La Storia del Partito della Rifondazione Comunista dal 1994 al 1998 comprende la fase di convivenza al vertice del Prc tra il presidente Armando Cossutta e il segretario Fausto Bertinotti, fase che si concluderà con una pesante scissione del primo e la definitiva affermazione del secondo.
Il 10 maggio 1993 Fausto Bertinotti lascia polemicamente il PDS insieme ad altri 40 sindacalisti della CGIL. Bertinotti è in quel momento il leader della corrente massimalista e minoritaria Essere sindacato della CGIL, ed è un socialista massimalista notoriamente ingraiano[1]. Nel 1991, persa la battaglia contro lo scioglimento del PCI, come consigliato da Ingrao, aveva preferito rimanere nel PDS[2].
Inizialmente Bertinotti rifiuta una sua adesione al PRC[3] finché il 17 settembre avviene la svolta: Bertinotti è pronto a prendere la tessera e Cossutta lo vuole subito segretario[4][5].
Il 23 gennaio 1994 Fausto Bertinotti diventa il secondo segretario di Rifondazione Comunista, grazie a un accordo tra Cossutta e Magri[6]. Nel Comitato politico nazionale ottiene il voto favorevole di 160 membri su 193, un risultato che viene considerato dal politico lombardo estremamente positivo[7].
In conformità col mutato spirito della legge elettorale, e in vista delle elezioni politiche del 1994, il 3 febbraio viene presentata l'Alleanza dei Progressisti che comprende otto partiti di centro-sinistra, tra cui il PRC, che ne è l'ala più radicale[8].

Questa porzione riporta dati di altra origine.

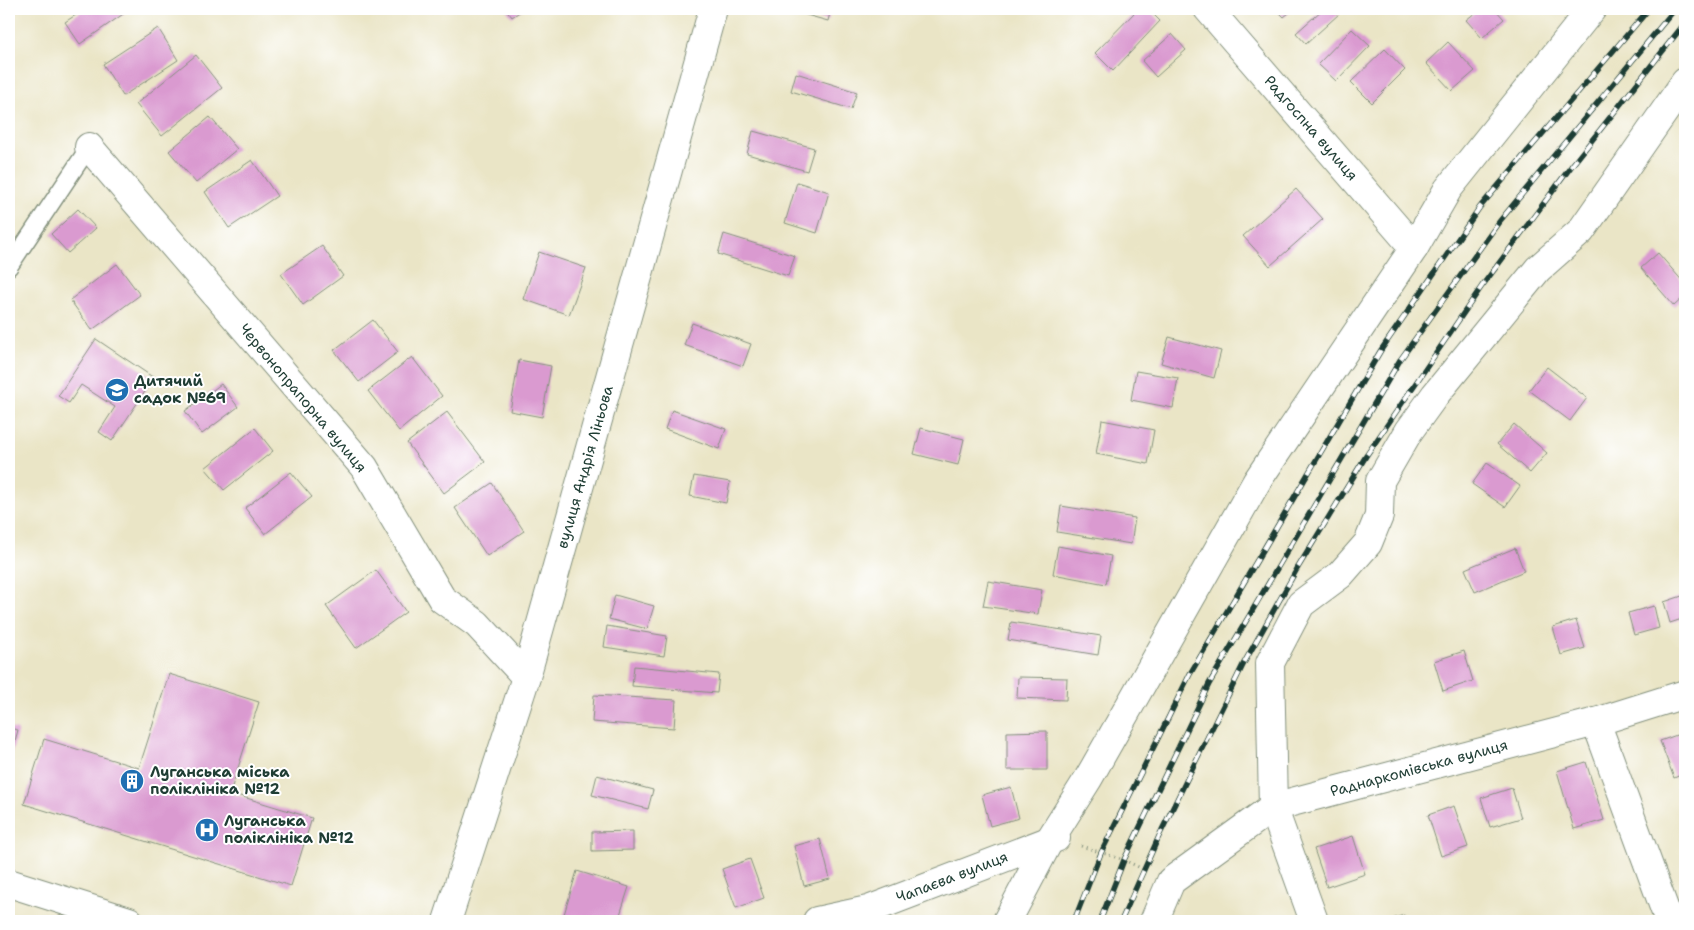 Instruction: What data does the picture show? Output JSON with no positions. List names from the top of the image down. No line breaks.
{"streets":{"street":["Радгоспна вулиця","Червонопрапорна вулиця","вулиця Андрія Ліньова","Раднаркомівська вулиця","Чапаєва вулиця"]},"crossings":[["Червонопрапорна вулиця","вулиця Андрія Ліньова"]],"places":{"school or university":["Дитячий садок №69"],"building":["Луганська міська поліклініка №12"],"hospital":["Луганська поліклініка №12"]}}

Il 27 e 28 marzo si vota per il rinnovo del Parlamento e il PRC avanza ulteriormente ottenendo il 6% dei suffragi[9], ma la coalizione vincente è quella di Silvio Berlusconi, che diviene il nuovo Presidente del Consiglio.
Il 12 giugno, le sue prime elezioni europee fruttano 6 europarlamentari.

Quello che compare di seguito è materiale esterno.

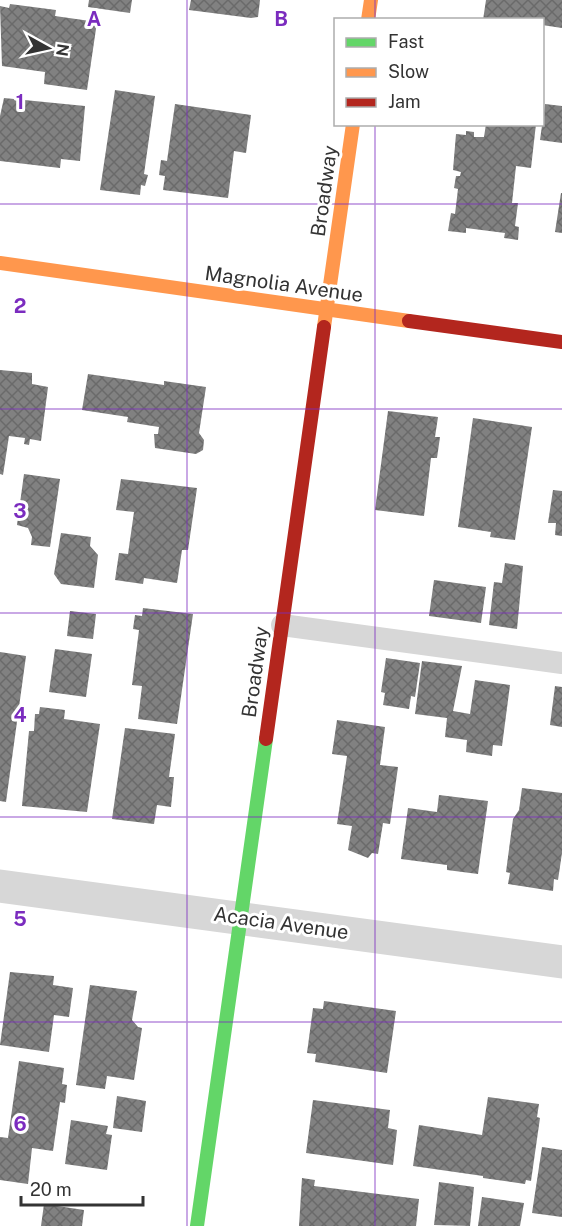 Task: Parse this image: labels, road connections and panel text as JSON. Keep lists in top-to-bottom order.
{
  "streets": {
    "street": ["Broadway", "Magnolia Avenue", "Acacia Avenue"]
  },
  "crossings": [
    ["Broadway", "Magnolia Avenue"],
    ["Broadway", "Acacia Avenue"]
  ],
  "legend": ["Fast", "Slow", "Jam"],
  "scale_bar": "20 m",
  "north": "right",
  "grid": {
    "columns": ["A", "B"],
    "rows": [
      "1",
      "2",
      "3",
      "4",
      "5",
      "6"
    ]
  }
} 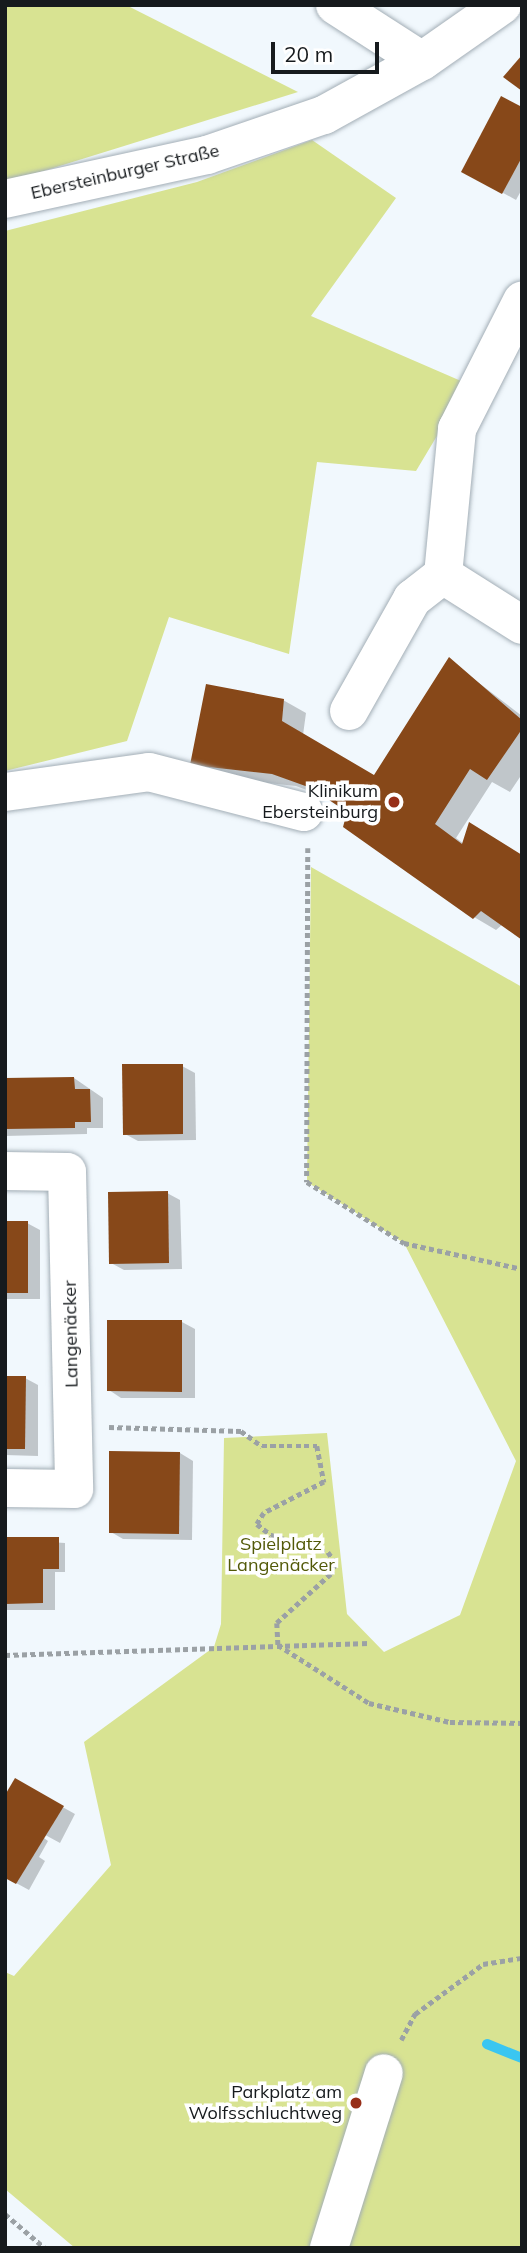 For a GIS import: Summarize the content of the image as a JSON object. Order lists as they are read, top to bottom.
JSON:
{
  "streets": {
    "street": ["Ebersteinburger Straße", "Langenäcker"]
  },
  "parks": ["Spielplatz Langenäcker"],
  "places": ["Klinikum Ebersteinburg", "Parkplatz am Wolfsschluchtweg"],
  "scale_bar": "20 m"
}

Il 19 dicembre il PRC presenta una propria mozione di sfiducia contro il governo Berlusconi I, in autonomia da quelle di Lega Nord-Partito Popolare Italiano e del Partito Democratico della Sinistra[10]. Il 22 dicembre Berlusconi si arrende e si dimette. Secondo alcuni esponenti comunisti, tra cui Livio Maitan, questo è il primo grande risultato a livello nazionale raggiunto da Rifondazione.
Caduto il Governo Berlusconi, il dibattito verte sul fatto se sia il caso di sciogliere le camere oppure permettere la nascita di un nuovo governo. Il nuovo governo sarebbe presieduto dall'ex-ministro berlusconiano Lamberto Dini. Un governo di tregua super-partes voluto da Lega Nord, PPI e PDS.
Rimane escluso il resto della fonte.